九州王朝説『偽書疑惑』の波紋2 | 南船北馬のブログー日本古代史のはてな?

南船北馬のブログー日本古代史のはてな?

日本古代史は東アジア民族移動史の一齣で、その基本矛盾は、長江文明を背景とする南船系倭王権と黄河文明を踏まえた北馬系倭王権の興亡である。天皇制は、その南船系王権の征服後、その栄光を簒奪し、大和にそそり立ったもので、君が代、日の丸はその簒奪品のひとつである。

九州王朝説『偽書疑惑』の波紋2           室伏志畔



「偽書疑惑」と九州王朝説の反動化





 

 九州王朝説の提唱から20年たった90年代は、少数とは会員内論客はすでに自立し、古田武彦の業績を認めた上で、その問題点が論議されつつあった。その批判的継承をもって九州王朝説のさらなる進展と打開が模索され始めていた。しかし、古田の会再編はこれに水を差し、異端者を『東日流外三郡誌』での造反者と同じ穴のむじなとし、会から追放をはかった。それは九州王朔説を古田枠に萎縮させる反動化の始まりであった。

 それを象徴するのは、九州王朝説の主舞台の九州の「多元の会九州支部」の追放であった。その「九州支部」は九州王朝説の金字塔となった「君が代」の舞台を博多湾岸だと古田に教えた会の追放で、古田のご乱心を語る。この追放によって九州の新情報が途絶えた古田は史論展開に急ブレーキがかかり、九州王朝説は急激に陰ってゆく。

 『東日流外三郡誌』問題は、明治期に柳田国男がその養子先の柳田家に関わる十三湖伝承に重なる。一時期、柳田国男が深く関わった問題で、決して戦後の偽書といった浅い問題ではなかった。偽書疑惑は古田の論ではなく、古田が組んだ和田喜八郎に焦点が向けられたのは、かつて皇居の近衛兵として勤務し、中野学校にいたと調べればすぐわかる問題で和田は経歴詐称し、戦後、和田旧家の天井裏から文書が落ちてきたとするさらなる証言が、その家を昭和十五年に新築したとする当の大工よって否定され、和田喜八郎頼りの古田は、一人反論に立つも、会員離れは進行し、現在、若い人で九州王朝説を知る人は少ない。

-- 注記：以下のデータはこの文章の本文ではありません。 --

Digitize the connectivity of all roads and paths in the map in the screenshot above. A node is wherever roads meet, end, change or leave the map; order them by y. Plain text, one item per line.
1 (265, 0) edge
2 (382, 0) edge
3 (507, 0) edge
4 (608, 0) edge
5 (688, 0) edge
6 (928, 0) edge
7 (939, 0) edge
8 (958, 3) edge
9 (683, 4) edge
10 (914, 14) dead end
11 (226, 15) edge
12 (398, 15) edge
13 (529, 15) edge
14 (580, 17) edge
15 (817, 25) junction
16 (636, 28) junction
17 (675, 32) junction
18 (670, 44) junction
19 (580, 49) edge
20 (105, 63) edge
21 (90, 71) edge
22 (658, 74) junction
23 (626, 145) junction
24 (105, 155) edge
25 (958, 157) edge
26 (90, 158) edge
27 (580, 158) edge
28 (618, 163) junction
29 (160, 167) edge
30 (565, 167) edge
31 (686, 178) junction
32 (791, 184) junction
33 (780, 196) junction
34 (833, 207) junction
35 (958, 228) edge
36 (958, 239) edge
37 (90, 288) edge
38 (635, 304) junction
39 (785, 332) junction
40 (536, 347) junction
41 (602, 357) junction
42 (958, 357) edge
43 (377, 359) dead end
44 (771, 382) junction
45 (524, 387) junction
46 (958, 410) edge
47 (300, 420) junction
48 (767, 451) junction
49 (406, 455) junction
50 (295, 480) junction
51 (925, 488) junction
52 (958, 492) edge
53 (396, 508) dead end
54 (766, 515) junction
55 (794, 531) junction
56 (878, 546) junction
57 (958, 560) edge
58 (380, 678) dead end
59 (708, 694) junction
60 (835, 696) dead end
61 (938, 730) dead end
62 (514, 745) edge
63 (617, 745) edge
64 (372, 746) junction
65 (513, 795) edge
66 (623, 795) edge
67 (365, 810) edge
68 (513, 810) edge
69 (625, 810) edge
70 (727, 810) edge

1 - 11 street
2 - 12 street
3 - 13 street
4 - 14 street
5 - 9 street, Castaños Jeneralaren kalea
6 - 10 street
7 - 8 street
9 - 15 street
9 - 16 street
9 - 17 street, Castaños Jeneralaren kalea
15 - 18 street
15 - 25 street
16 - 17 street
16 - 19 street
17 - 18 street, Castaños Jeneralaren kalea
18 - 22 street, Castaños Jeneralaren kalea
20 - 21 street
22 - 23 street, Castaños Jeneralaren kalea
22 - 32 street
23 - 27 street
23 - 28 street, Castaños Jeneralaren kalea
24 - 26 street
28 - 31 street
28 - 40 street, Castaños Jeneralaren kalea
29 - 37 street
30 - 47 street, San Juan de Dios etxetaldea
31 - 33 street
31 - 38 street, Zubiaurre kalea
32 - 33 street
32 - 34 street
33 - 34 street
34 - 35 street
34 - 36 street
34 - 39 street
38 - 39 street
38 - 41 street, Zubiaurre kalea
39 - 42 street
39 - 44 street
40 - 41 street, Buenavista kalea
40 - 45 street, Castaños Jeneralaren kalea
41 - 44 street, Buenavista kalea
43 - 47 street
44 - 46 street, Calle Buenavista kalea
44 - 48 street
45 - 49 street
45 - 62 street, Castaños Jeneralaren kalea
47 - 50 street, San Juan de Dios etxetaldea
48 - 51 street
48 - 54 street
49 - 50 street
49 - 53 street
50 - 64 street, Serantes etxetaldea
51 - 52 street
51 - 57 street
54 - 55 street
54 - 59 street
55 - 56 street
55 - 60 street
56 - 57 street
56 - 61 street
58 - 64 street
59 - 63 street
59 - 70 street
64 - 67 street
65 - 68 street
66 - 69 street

 偽書問題は、この国では記紀史観と衝突する限り発生を余儀なくされる問題で、それは大和中心の皇統一元史を庇護するために、政治的に仕掛けられる問題としてある。江戸時代まで珍重された『先代旧事本紀』は聖徳太子の手になるとした一行のため、それから一世紀した『日本書紀』からの引用が明らかになるや、偽書の汚名を現在も受け、記紀と大違いの扱いにある。ましてや、90年代を前後して会員800名、そのシンパがその10倍に及んだ九州王朝説は、体制側にとって脅威であった。そこに生じた「偽書疑惑」問題は、毀誉褒貶激しい『東日流外三郡誌』を古田が称揚したのを、好機と見て作為されたのである。



 その意味で「偽書疑惑」問題は、安本美典(写真を仕掛け人とするが、その主意は九州王朝潰しにあったので、バックの影は奥深い。  

その四千余巻からなる再写文書が和田喜八郎一人の手に成るとする偽書派の言い分を鵜呑みするわけにはいかない。問題は安倍・安東氏が正統皇統を主張するところに核心があるので、それは1300年かけて創られた皇統一元の記紀史観の恩恵にあずかる権力層にとって見逃すわけにはいかず、それが皇統に先在する九州王朝説とタイアップすることに、体制側が危機感を覚えたことに「偽書疑惑」問題の本質がある。